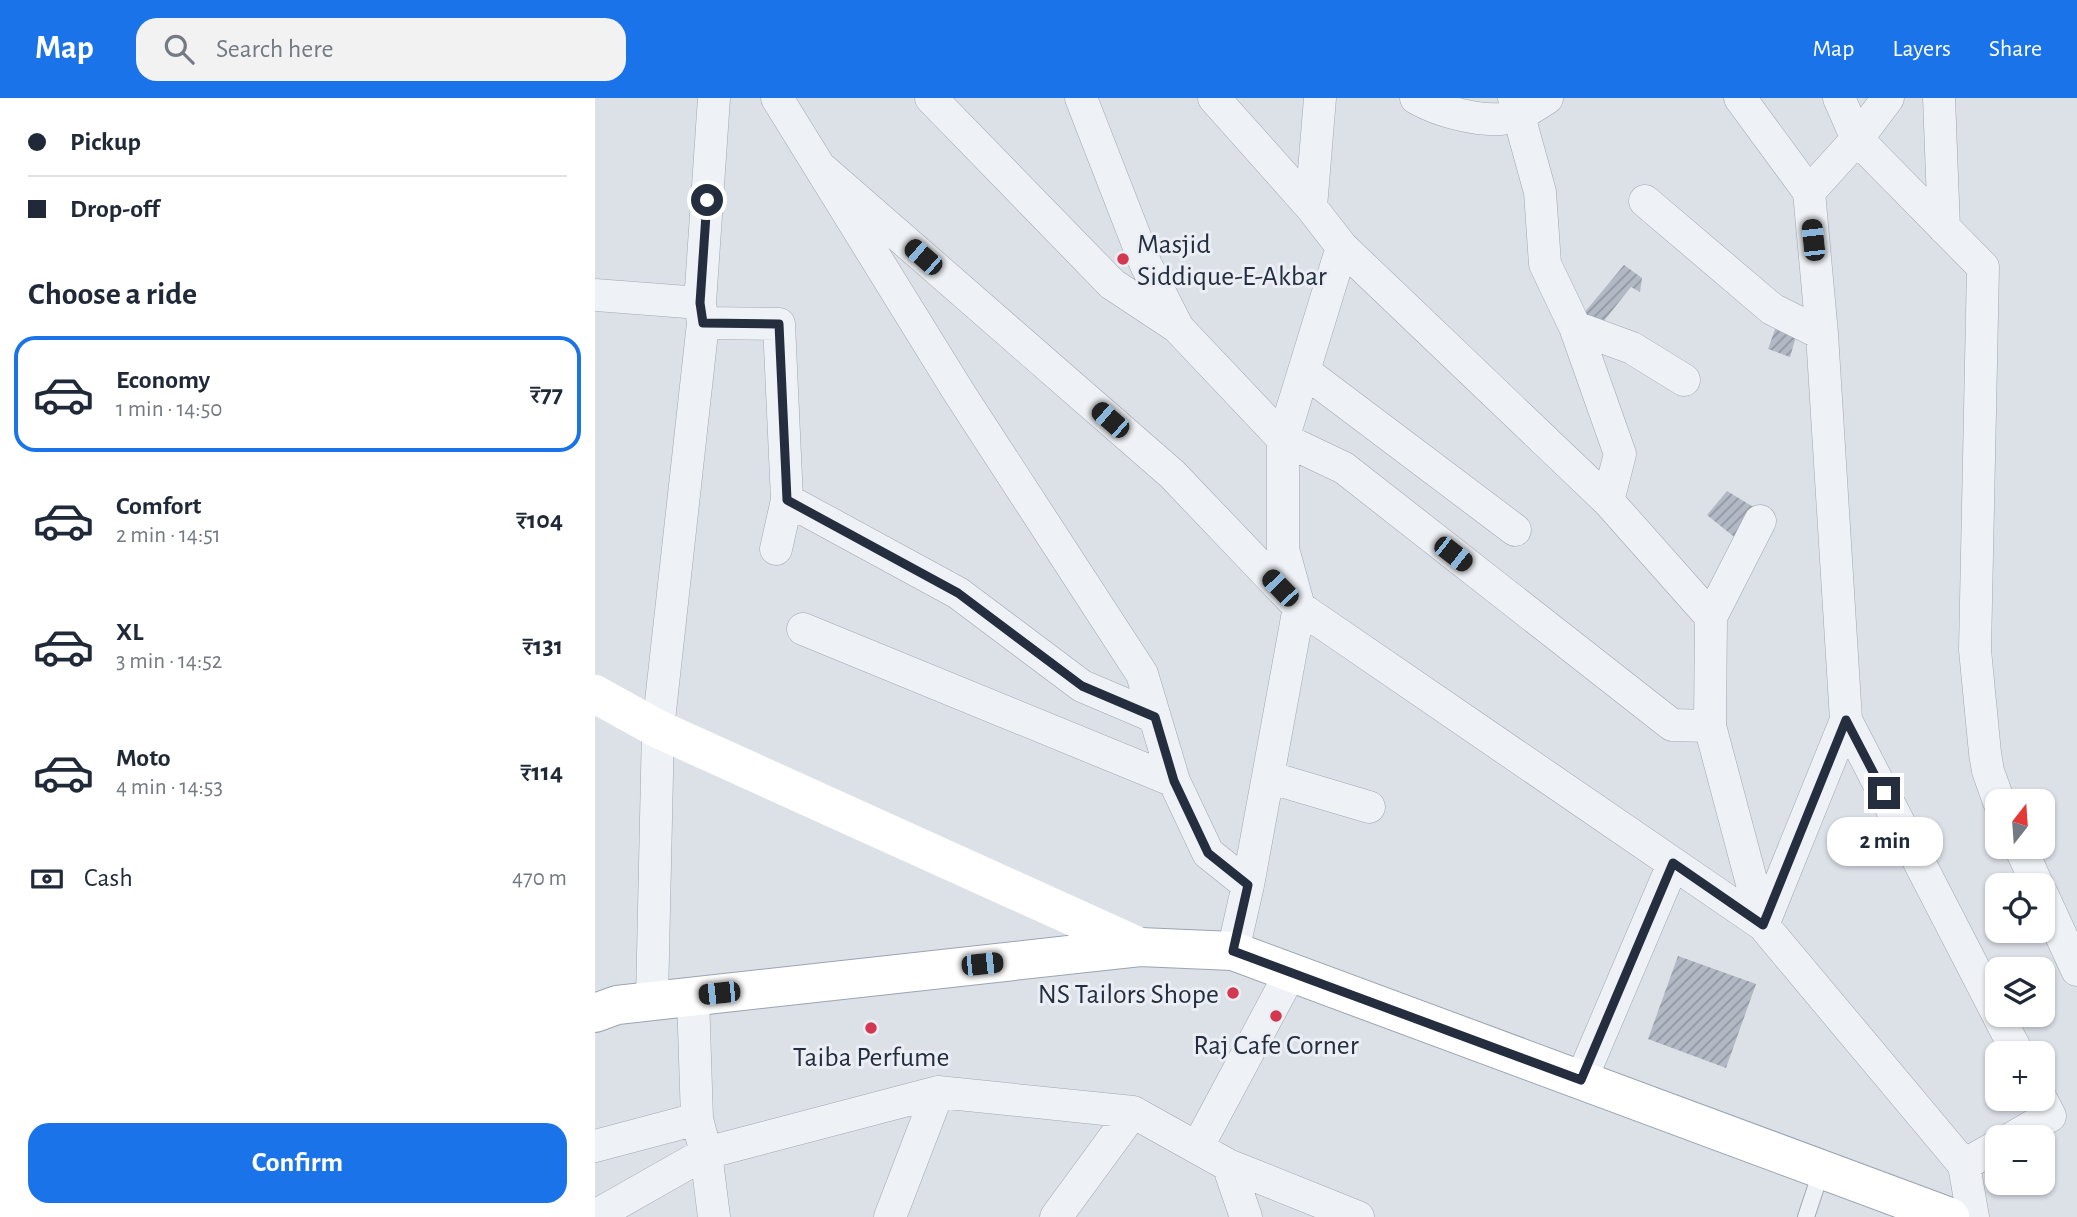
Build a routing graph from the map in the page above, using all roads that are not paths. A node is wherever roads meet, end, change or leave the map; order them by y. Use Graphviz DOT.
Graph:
graph roads {
  1 [pos="714,98"];
  2 [pos="778,98"];
  3 [pos="931,98"];
  4 [pos="1081,98"];
  5 [pos="1214,98"];
  6 [pos="1320,98"];
  7 [pos="1416,98"];
  8 [pos="1547,98"];
  9 [pos="1740,98"];
  10 [pos="1839,98"];
  11 [pos="1888,98"];
  12 [pos="1938,98"];
  13 [pos="1517,106"];
  14 [pos="1857,139"];
  15 [pos="820,167"];
  16 [pos="1809,192"];
  17 [pos="1645,201"];
  18 [pos="1311,208"];
  19 [pos="1944,228"];
  20 [pos="1342,247"];
  21 [pos="595,295"];
  22 [pos="702,313"];
  23 [pos="1575,327"];
  24 [pos="1178,328"];
  25 [pos="1822,334"];
  26 [pos="1304,371"];
  27 [pos="1684,380"];
  28 [pos="1283,439"];
  29 [pos="787,500"];
  30 [pos="1608,501"];
  31 [pos="1760,521"];
  32 [pos="1515,530"];
  33 [pos="776,549"];
  34 [pos="1299,607"];
  35 [pos="1711,617"];
  36 [pos="803,629"];
  37 [pos="595,694"];
  38 [pos="1155,717"];
  39 [pos="1846,720"];
  40 [pos="1710,726"];
  41 [pos="658,729"];
  42 [pos="1268,777"];
  43 [pos="1174,781"];
  44 [pos="1994,789"];
  45 [pos="1370,807"];
  46 [pos="1673,863"];
  47 [pos="1248,885"];
  48 [pos="2055,922"];
  49 [pos="1763,925"];
  50 [pos="1140,947"];
  51 [pos="1233,951"];
  52 [pos="2077,970"];
  53 [pos="1291,972"];
  54 [pos="1985,991"];
  55 [pos="693,996"];
  56 [pos="652,1000"];
  57 [pos="595,1013"];
  58 [pos="1581,1080"];
  59 [pos="938,1092"];
  60 [pos="2047,1111"];
  61 [pos="1133,1112"];
  62 [pos="697,1119"];
  63 [pos="2035,1125"];
  64 [pos="595,1146"];
  65 [pos="1197,1148"];
  66 [pos="706,1153"];
  67 [pos="1985,1153"];
  68 [pos="1228,1165"];
  69 [pos="1965,1165"];
  70 [pos="1822,1169"];
  71 [pos="595,1216"];
  72 [pos="715,1217"];
  73 [pos="890,1217"];
  74 [pos="1056,1217"];
  75 [pos="1246,1217"];
  76 [pos="1358,1217"];
  77 [pos="1806,1217"];
  78 [pos="1950,1217"];
  79 [pos="1973,1217"];
  1 -- 22 [label="street"];
  2 -- 15 [label="street"];
  3 -- 24 [label="street"];
  4 -- 24 [label="street"];
  5 -- 18 [label="street"];
  6 -- 18 [label="street"];
  7 -- 13 [label="street"];
  8 -- 13 [label="street"];
  9 -- 16 [label="street"];
  10 -- 14 [label="street"];
  11 -- 14 [label="street"];
  12 -- 19 [label="street"];
  13 -- 23 [label="street"];
  14 -- 16 [label="street"];
  14 -- 19 [label="street"];
  15 -- 34 [label="street"];
  15 -- 38 [label="street"];
  16 -- 25 [label="street"];
  17 -- 25 [label="street"];
  18 -- 20 [label="street"];
  19 -- 44 [label="street"];
  20 -- 26 [label="street"];
  20 -- 30 [label="street"];
  21 -- 22 [label="street"];
  22 -- 29 [label="street"];
  22 -- 41 [label="street"];
  23 -- 27 [label="street"];
  23 -- 30 [label="street"];
  24 -- 28 [label="street"];
  25 -- 39 [label="street"];
  26 -- 28 [label="street"];
  26 -- 32 [label="street"];
  28 -- 34 [label="street"];
  28 -- 40 [label="street"];
  29 -- 33 [label="street"];
  29 -- 38 [label="street"];
  30 -- 35 [label="street"];
  31 -- 35 [label="street"];
  34 -- 42 [label="street"];
  34 -- 46 [label="street"];
  35 -- 40 [label="street"];
  36 -- 43 [label="street"];
  37 -- 41 [label="main road"];
  38 -- 43 [label="street"];
  39 -- 49 [label="street"];
  39 -- 54 [label="street"];
  40 -- 49 [label="street"];
  41 -- 50 [label="main road"];
  41 -- 56 [label="street"];
  42 -- 45 [label="street"];
  42 -- 47 [label="street"];
  43 -- 47 [label="street"];
  46 -- 49 [label="street"];
  46 -- 58 [label="street"];
  47 -- 51 [label="street"];
  48 -- 52 [label="street"];
  49 -- 69 [label="street"];
  50 -- 51 [label="main road"];
  50 -- 55 [label="main road"];
  51 -- 53 [label="main road"];
  53 -- 58 [label="main road"];
  53 -- 65 [label="street"];
  55 -- 56 [label="main road"];
  55 -- 62 [label="street"];
  56 -- 57 [label="main road"];
  58 -- 70 [label="main road"];
  59 -- 61 [label="street"];
  59 -- 66 [label="street"];
  59 -- 73 [label="street"];
  60 -- 63 [label="street"];
  61 -- 65 [label="street"];
  61 -- 74 [label="street"];
  62 -- 64 [label="street"];
  62 -- 66 [label="street"];
  65 -- 68 [label="street"];
  66 -- 71 [label="street"];
  66 -- 72 [label="street"];
  67 -- 69 [label="street"];
  68 -- 75 [label="street"];
  68 -- 76 [label="street"];
  69 -- 79 [label="street"];
  70 -- 77 [label="lane"];
  70 -- 78 [label="main road"];
}
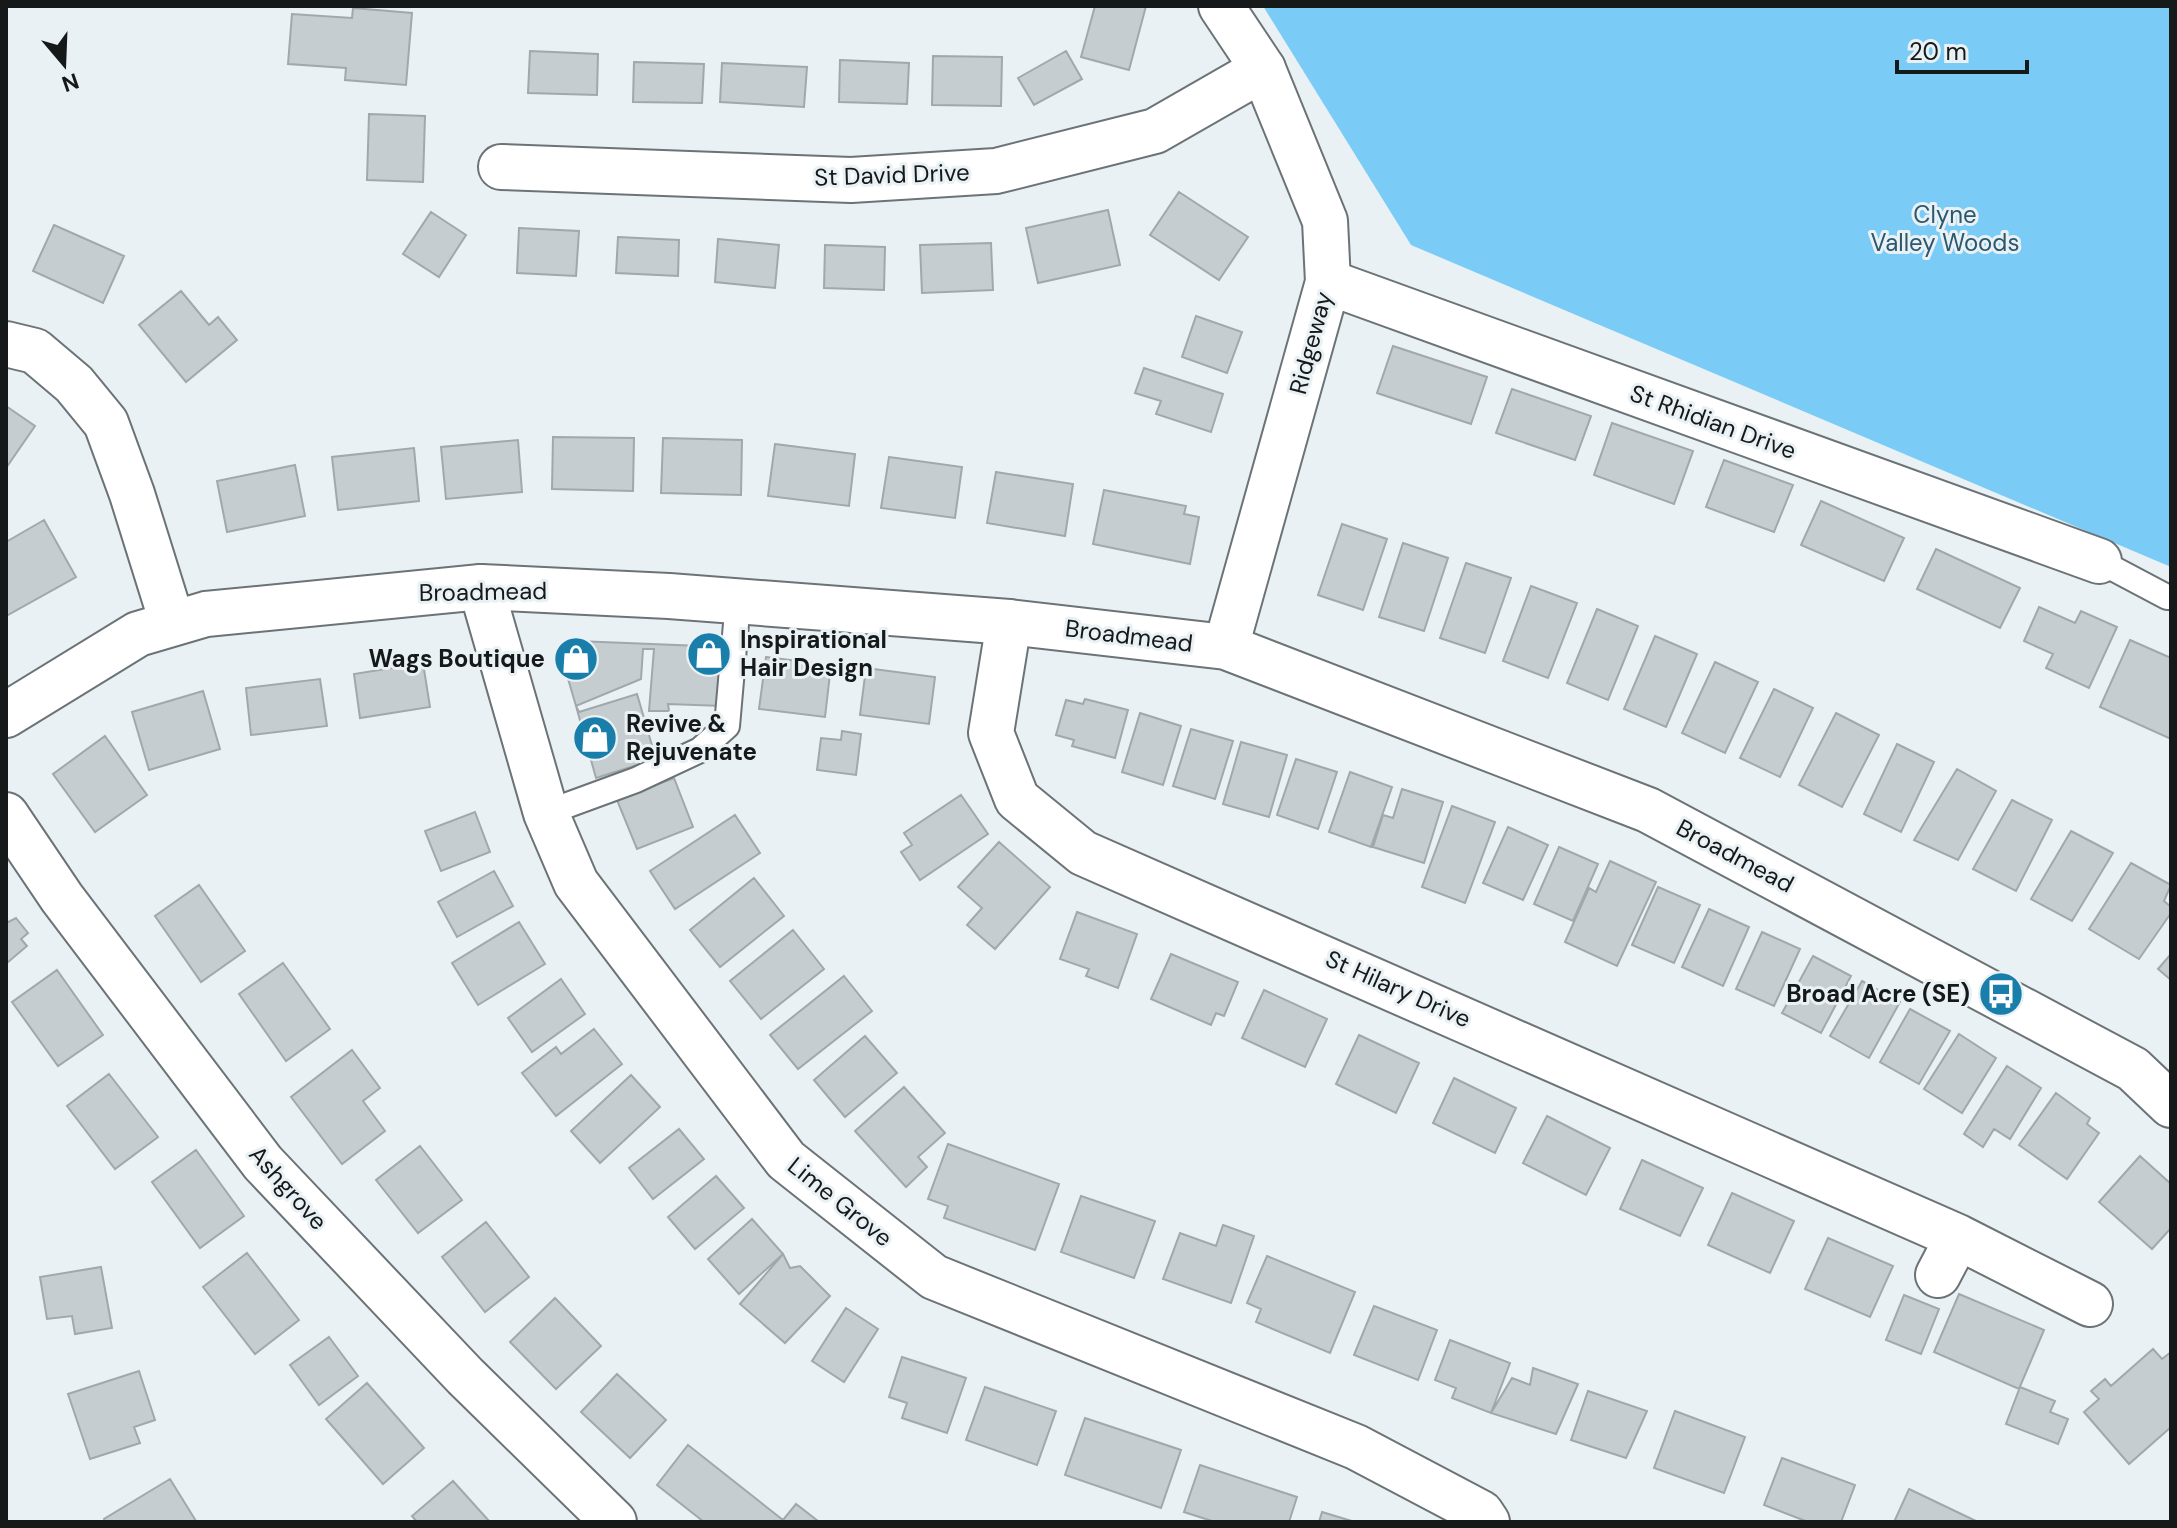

*EXERCISE INSTRUCTIONS*
Each line that holds the string "roads" counts once. Give the total for the listing and nothing else.

*TASK RESULT*
2